Selective laser sintering is a method of manufacturing that uses a high-heat laser to melt powder into a predetermined shape. This process is a type of additive manufacturing, meaning the item is built up from materials into a final form. This is in contrast to the more common subtractive manufacturing where material is removed from a piece until it reaches its final shape. Selective laser sintering requires a computer model or description of the final piece. The laser guidance program will read the model and slowly build the shape from the available materials.
The selective laser sintering process begins with the creation of a computer representation of the final piece. This representation is often made using design software so the final piece is easily viewed in a virtual space. If design software isn’t used, it is possible to create mathematical or programed models that exist only as code. These pieces can have extremely tight specifications, but are much more difficult to create.
After the model is created, the selective laser sintering program reads the data and activates the laser. This machine is generally a high-temperature industrial laser, such as a carbon dioxide laser. The heat from the laser fuses together powdered material by hitting it with very hot pulses. The action of the laser stops secondary heating, which prevents unwanted materials from sticking to the work piece or creating unintended melting.
The powder used by selective laser sintering is generally a two-part mixture. The inner kernel of the powder is a dense material that provides weight and structure to the final piece. This inner bit is covered in a material that is easily melted, such as nylon or plastic. When a single part powder is used, it is typically made up of sand or metal — two materials that melt well, but still provide structure. Single-part mixtures often result in a higher-quality finished products, but they generally cost more to produce and require a higher heat to melt.

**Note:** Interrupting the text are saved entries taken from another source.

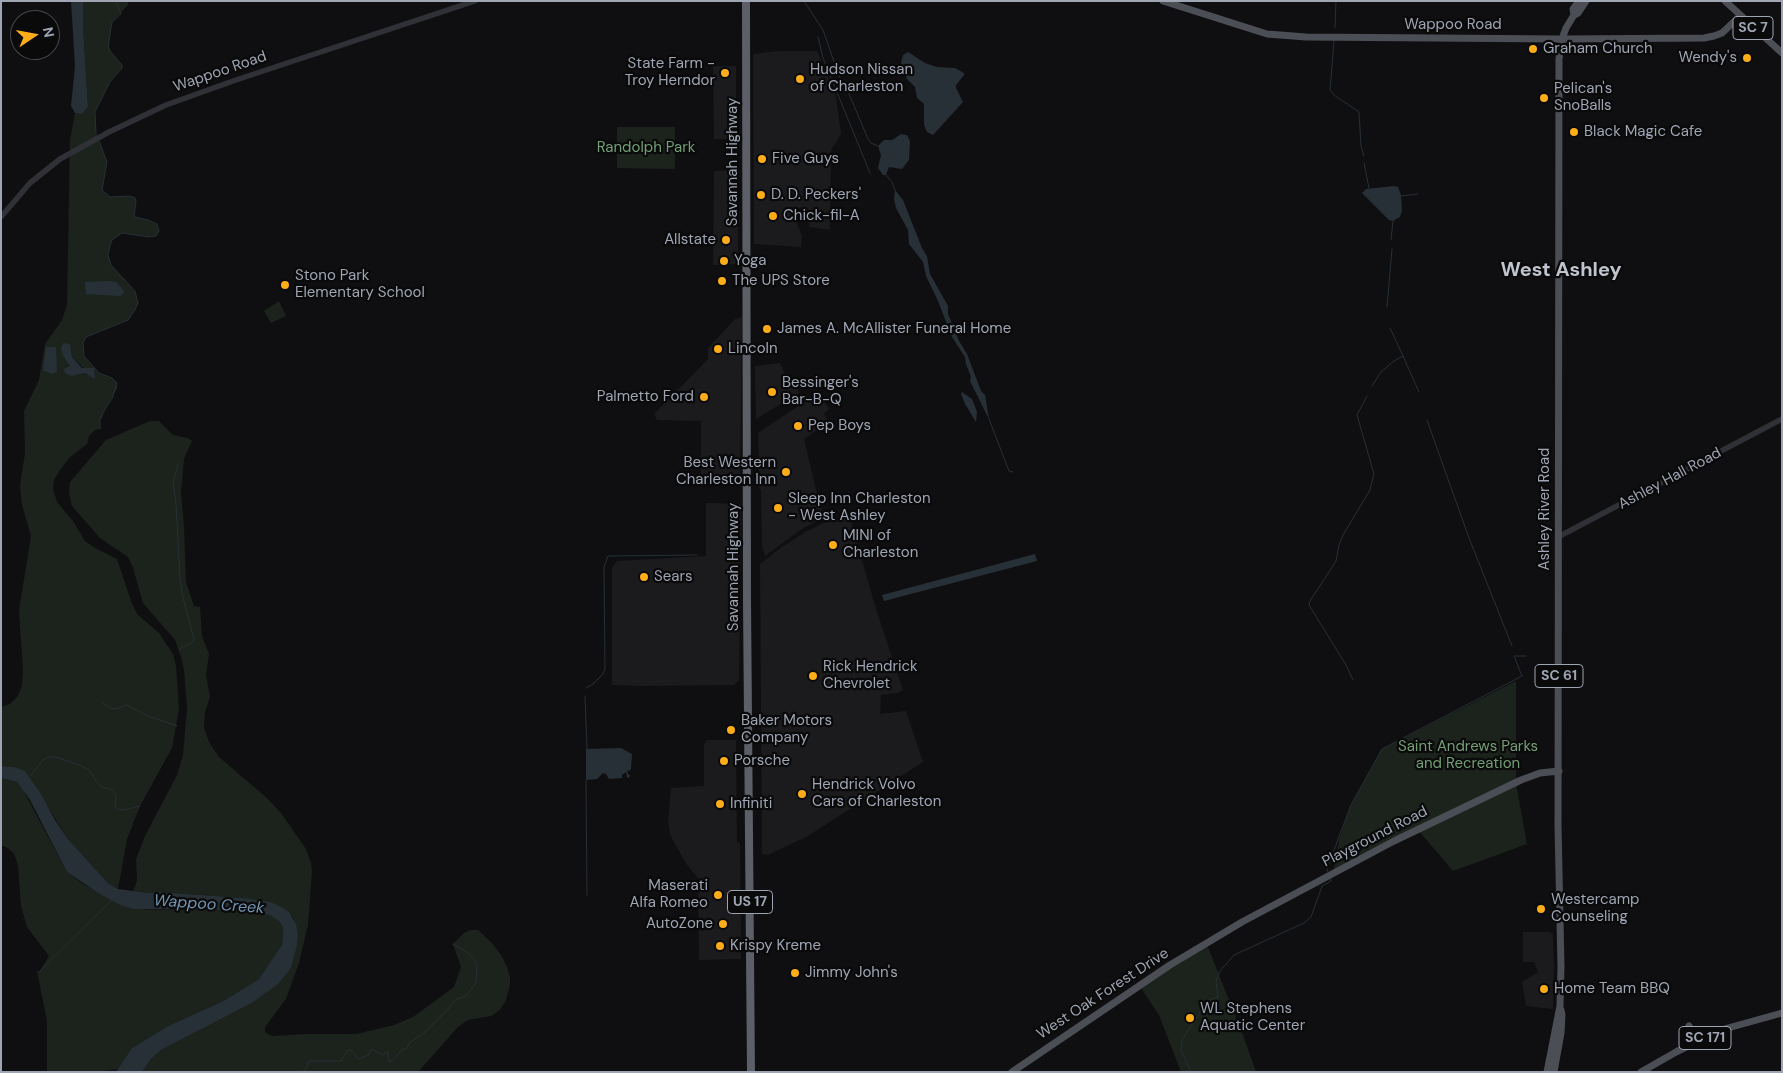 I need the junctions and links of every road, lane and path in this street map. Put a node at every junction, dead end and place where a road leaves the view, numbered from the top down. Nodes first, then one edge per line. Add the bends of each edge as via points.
1 (475, 1) edge
2 (746, 1) edge
3 (1164, 1) edge
4 (1578, 1) edge
5 (1586, 1) edge
6 (1725, 1) edge
7 (1574, 15) junction
8 (1740, 16) junction
9 (1562, 39) junction
10 (1782, 53) edge
11 (1, 217) edge
12 (1782, 418) edge
13 (1558, 537) junction
14 (1559, 772) junction
15 (1209, 941) joint
16 (1560, 1006) junction
17 (1782, 1013) edge
18 (1689, 1026) dead end
19 (1688, 1046) junction
20 (751, 1072) edge
21 (1012, 1072) edge
22 (1548, 1072) edge
23 (1554, 1072) edge
24 (1640, 1072) edge

1 - 11 street, Wappoo Road via 166,105 60,159 30,183
2 - 20 highway, Savannah Highway / US 17
3 - 9 main road, Wappoo Road via 1271,35
4 - 7 main road, Ashley River Road / SC 61 via 1573,9
5 - 7 main road, Ashley River Road / SC 61
6 - 8 main road, SC 7
7 - 9 main road, Ashley River Road / SC 61
8 - 9 main road, Wappoo Road via 1714,36
8 - 10 main road, SC 7
9 - 13 main road, Ashley River Road / SC 61 via 1559,60
12 - 13 street, Ashley Hall Road
13 - 14 main road, Ashley River Road / SC 61
14 - 15 main road, Playground Road via 1540,773 1521,780 1454,812
14 - 16 main road, Ashley River Road / SC 61
15 - 21 main road, West Oak Forest Drive
16 - 22 main road, Ashley River Road / SC 61
16 - 23 main road, Ashley River Road / SC 61 via 1562,1022
17 - 19 main road, SC 171 via 1728,1028
18 - 19 main road via 1692,1035
19 - 24 main road, SC 171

The laser makes the work piece one layer at a time. The powder is melted into a portion of the final piece and allowed to cool. Then the laser makes the next part and then the next, each with a small cooling time in between. Depending on the materials used, the cooling period may be anywhere from a few seconds down to a nearly imperceptible amount of time. As the piece builds up, it requires no outside support, as the excess powder in the tank supports it on all sides.